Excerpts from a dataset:
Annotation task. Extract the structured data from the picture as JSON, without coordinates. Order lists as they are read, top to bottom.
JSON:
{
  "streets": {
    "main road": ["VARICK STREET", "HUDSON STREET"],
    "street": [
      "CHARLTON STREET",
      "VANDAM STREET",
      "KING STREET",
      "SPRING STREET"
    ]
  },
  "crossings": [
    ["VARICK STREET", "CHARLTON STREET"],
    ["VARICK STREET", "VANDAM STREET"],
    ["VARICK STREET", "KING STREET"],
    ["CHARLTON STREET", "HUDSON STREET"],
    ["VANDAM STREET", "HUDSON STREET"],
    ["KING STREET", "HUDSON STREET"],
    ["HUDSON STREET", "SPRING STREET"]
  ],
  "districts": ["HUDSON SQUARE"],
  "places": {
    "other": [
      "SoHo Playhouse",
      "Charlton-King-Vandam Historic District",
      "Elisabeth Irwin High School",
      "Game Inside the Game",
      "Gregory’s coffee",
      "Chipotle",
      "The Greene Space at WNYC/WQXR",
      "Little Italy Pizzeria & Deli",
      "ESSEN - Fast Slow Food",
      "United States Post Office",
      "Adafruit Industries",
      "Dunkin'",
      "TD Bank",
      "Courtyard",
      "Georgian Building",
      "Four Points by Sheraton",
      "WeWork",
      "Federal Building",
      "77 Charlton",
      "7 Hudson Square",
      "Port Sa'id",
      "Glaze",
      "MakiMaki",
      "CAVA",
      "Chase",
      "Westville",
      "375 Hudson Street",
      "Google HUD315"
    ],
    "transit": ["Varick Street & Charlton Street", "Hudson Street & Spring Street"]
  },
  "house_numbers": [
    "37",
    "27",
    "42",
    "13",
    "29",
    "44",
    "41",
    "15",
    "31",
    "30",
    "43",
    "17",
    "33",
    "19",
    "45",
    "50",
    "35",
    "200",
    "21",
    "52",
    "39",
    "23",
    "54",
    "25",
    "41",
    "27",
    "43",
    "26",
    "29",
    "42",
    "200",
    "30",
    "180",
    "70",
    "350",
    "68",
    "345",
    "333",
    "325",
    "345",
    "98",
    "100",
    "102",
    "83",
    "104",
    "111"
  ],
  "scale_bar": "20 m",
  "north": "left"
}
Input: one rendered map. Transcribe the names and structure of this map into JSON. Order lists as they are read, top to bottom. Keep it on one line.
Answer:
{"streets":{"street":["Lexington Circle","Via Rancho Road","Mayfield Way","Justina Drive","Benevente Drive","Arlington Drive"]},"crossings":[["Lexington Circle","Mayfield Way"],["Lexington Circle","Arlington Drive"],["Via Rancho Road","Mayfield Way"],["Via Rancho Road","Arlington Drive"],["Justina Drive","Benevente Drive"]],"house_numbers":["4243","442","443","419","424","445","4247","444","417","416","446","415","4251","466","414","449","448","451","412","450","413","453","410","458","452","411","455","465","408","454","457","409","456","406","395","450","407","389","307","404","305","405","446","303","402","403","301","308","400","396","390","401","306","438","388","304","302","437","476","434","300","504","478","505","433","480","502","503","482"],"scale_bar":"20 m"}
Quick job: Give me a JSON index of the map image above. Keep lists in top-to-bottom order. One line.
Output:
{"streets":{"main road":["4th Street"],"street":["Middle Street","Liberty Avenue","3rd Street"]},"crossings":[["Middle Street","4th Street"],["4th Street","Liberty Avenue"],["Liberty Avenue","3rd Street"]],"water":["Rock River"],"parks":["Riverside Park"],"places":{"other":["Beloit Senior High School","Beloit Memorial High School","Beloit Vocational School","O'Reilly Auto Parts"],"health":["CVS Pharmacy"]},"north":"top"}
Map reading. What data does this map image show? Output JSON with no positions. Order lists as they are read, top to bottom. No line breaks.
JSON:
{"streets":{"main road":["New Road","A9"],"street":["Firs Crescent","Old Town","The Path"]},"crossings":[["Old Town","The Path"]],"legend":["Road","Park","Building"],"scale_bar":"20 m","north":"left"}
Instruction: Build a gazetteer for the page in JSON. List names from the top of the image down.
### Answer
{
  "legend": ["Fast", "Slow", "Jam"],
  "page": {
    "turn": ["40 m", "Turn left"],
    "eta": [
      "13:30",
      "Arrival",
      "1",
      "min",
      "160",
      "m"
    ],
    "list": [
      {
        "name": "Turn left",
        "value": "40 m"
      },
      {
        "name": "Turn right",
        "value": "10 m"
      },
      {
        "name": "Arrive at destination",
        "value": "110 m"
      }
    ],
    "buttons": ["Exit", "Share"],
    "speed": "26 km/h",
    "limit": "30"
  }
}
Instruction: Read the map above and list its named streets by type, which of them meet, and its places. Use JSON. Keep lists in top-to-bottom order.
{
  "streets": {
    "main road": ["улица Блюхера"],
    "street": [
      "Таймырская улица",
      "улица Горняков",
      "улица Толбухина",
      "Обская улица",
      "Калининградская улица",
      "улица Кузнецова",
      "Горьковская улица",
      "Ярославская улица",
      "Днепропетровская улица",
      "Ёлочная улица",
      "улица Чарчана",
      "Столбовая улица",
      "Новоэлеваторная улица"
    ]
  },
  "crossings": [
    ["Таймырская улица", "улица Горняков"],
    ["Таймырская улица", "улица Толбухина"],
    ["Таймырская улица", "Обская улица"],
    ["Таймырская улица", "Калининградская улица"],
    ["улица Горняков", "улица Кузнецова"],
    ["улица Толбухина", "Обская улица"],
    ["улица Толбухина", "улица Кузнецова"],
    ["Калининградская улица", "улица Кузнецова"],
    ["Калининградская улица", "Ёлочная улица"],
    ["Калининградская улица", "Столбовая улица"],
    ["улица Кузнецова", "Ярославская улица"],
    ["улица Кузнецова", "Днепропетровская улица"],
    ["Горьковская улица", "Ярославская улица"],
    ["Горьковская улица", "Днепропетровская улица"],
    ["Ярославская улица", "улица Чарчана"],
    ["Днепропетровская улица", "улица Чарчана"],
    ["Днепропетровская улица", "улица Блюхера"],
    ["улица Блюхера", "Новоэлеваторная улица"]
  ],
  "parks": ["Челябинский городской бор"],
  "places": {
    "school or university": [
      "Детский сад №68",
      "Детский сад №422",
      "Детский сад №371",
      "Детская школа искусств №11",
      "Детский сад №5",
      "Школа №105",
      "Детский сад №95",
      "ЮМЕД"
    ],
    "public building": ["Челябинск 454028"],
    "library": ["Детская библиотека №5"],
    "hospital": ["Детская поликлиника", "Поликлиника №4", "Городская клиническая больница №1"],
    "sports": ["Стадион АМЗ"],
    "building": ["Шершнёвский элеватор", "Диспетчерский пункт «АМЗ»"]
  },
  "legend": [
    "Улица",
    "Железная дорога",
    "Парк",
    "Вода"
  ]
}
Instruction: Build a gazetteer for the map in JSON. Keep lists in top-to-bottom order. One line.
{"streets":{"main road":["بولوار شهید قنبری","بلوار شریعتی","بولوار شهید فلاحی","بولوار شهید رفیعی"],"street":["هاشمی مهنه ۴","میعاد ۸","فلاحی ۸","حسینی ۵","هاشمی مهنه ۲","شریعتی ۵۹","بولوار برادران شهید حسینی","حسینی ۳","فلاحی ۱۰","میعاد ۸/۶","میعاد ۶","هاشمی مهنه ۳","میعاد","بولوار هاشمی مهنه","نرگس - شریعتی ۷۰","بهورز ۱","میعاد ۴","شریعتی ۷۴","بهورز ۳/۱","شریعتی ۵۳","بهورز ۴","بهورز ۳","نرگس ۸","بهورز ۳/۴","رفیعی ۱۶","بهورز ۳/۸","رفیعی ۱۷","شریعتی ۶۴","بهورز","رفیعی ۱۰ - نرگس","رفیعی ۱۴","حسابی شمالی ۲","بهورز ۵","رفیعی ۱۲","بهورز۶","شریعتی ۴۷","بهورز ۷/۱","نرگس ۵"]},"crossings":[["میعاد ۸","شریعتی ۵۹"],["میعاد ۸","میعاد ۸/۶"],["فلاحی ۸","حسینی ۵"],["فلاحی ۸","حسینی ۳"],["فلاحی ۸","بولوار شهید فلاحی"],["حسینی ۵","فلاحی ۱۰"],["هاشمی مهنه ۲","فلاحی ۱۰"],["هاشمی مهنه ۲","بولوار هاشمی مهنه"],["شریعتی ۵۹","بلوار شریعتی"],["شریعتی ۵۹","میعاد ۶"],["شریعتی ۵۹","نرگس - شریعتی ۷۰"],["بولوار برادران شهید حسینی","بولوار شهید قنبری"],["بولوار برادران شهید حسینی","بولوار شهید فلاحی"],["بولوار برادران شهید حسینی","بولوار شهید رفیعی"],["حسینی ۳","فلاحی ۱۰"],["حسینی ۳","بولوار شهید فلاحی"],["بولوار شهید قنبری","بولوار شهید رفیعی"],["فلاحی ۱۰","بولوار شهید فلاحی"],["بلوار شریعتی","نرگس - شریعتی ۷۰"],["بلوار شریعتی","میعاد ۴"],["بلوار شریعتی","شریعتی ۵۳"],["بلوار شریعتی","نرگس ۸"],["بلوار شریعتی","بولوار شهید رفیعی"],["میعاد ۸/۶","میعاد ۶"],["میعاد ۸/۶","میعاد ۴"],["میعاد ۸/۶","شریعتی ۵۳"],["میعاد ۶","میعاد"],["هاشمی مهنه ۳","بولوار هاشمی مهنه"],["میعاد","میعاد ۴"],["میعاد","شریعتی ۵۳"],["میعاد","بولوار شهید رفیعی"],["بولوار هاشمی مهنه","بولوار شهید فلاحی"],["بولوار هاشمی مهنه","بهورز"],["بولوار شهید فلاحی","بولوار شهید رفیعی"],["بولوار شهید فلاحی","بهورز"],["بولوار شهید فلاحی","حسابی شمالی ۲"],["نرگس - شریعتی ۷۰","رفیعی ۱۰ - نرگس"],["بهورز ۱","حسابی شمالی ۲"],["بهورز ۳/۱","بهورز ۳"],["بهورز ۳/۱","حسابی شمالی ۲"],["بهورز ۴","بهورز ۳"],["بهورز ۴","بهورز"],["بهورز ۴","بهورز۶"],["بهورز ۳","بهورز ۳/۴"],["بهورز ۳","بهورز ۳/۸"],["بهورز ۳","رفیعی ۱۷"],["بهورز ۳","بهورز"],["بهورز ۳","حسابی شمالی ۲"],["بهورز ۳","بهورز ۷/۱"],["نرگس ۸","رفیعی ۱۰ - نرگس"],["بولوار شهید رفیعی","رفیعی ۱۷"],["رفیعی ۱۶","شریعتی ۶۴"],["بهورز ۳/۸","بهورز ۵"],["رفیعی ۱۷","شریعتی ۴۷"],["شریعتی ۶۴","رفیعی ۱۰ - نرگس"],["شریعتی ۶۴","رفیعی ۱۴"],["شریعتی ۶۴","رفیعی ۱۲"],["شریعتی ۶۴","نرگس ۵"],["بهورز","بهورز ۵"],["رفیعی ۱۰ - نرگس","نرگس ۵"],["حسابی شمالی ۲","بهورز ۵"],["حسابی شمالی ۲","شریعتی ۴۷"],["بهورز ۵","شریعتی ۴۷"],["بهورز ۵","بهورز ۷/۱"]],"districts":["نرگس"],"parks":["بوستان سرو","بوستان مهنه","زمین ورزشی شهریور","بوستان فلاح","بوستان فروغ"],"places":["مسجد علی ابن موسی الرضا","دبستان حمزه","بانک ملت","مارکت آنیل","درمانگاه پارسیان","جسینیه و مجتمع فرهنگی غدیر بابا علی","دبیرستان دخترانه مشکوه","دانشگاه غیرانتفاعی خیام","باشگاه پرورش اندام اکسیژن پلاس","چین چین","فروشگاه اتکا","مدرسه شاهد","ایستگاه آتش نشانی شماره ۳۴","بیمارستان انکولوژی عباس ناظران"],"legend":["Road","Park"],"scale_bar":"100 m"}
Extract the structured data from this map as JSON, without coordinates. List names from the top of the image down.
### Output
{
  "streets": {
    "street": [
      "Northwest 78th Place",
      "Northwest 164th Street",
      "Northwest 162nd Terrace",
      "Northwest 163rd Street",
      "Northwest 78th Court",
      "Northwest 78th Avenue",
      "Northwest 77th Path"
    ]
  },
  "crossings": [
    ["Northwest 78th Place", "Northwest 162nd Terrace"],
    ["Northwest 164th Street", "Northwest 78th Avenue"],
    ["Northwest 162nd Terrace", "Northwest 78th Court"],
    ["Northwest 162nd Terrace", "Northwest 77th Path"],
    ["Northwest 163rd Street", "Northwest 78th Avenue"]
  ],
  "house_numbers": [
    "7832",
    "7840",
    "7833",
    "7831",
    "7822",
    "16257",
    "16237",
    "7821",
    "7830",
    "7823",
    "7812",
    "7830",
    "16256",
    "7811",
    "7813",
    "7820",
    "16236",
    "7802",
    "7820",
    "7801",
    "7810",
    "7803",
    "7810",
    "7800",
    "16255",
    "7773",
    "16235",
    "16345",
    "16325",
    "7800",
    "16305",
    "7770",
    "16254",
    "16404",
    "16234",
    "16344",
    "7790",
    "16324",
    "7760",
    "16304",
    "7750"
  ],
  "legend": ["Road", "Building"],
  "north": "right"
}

Work task:
Output the lines from the one with "Extract the structured data from this" to the final line of the entries above, exactly as they stand, please, and nothing else.

Answer box:
Extract the structured data from this map as JSON, without coordinates. List names from the top of the image down.
### Output
{
  "streets": {
    "street": [
      "Northwest 78th Place",
      "Northwest 164th Street",
      "Northwest 162nd Terrace",
      "Northwest 163rd Street",
      "Northwest 78th Court",
      "Northwest 78th Avenue",
      "Northwest 77th Path"
    ]
  },
  "crossings": [
    ["Northwest 78th Place", "Northwest 162nd Terrace"],
    ["Northwest 164th Street", "Northwest 78th Avenue"],
    ["Northwest 162nd Terrace", "Northwest 78th Court"],
    ["Northwest 162nd Terrace", "Northwest 77th Path"],
    ["Northwest 163rd Street", "Northwest 78th Avenue"]
  ],
  "house_numbers": [
    "7832",
    "7840",
    "7833",
    "7831",
    "7822",
    "16257",
    "16237",
    "7821",
    "7830",
    "7823",
    "7812",
    "7830",
    "16256",
    "7811",
    "7813",
    "7820",
    "16236",
    "7802",
    "7820",
    "7801",
    "7810",
    "7803",
    "7810",
    "7800",
    "16255",
    "7773",
    "16235",
    "16345",
    "16325",
    "7800",
    "16305",
    "7770",
    "16254",
    "16404",
    "16234",
    "16344",
    "7790",
    "16324",
    "7760",
    "16304",
    "7750"
  ],
  "legend": ["Road", "Building"],
  "north": "right"
}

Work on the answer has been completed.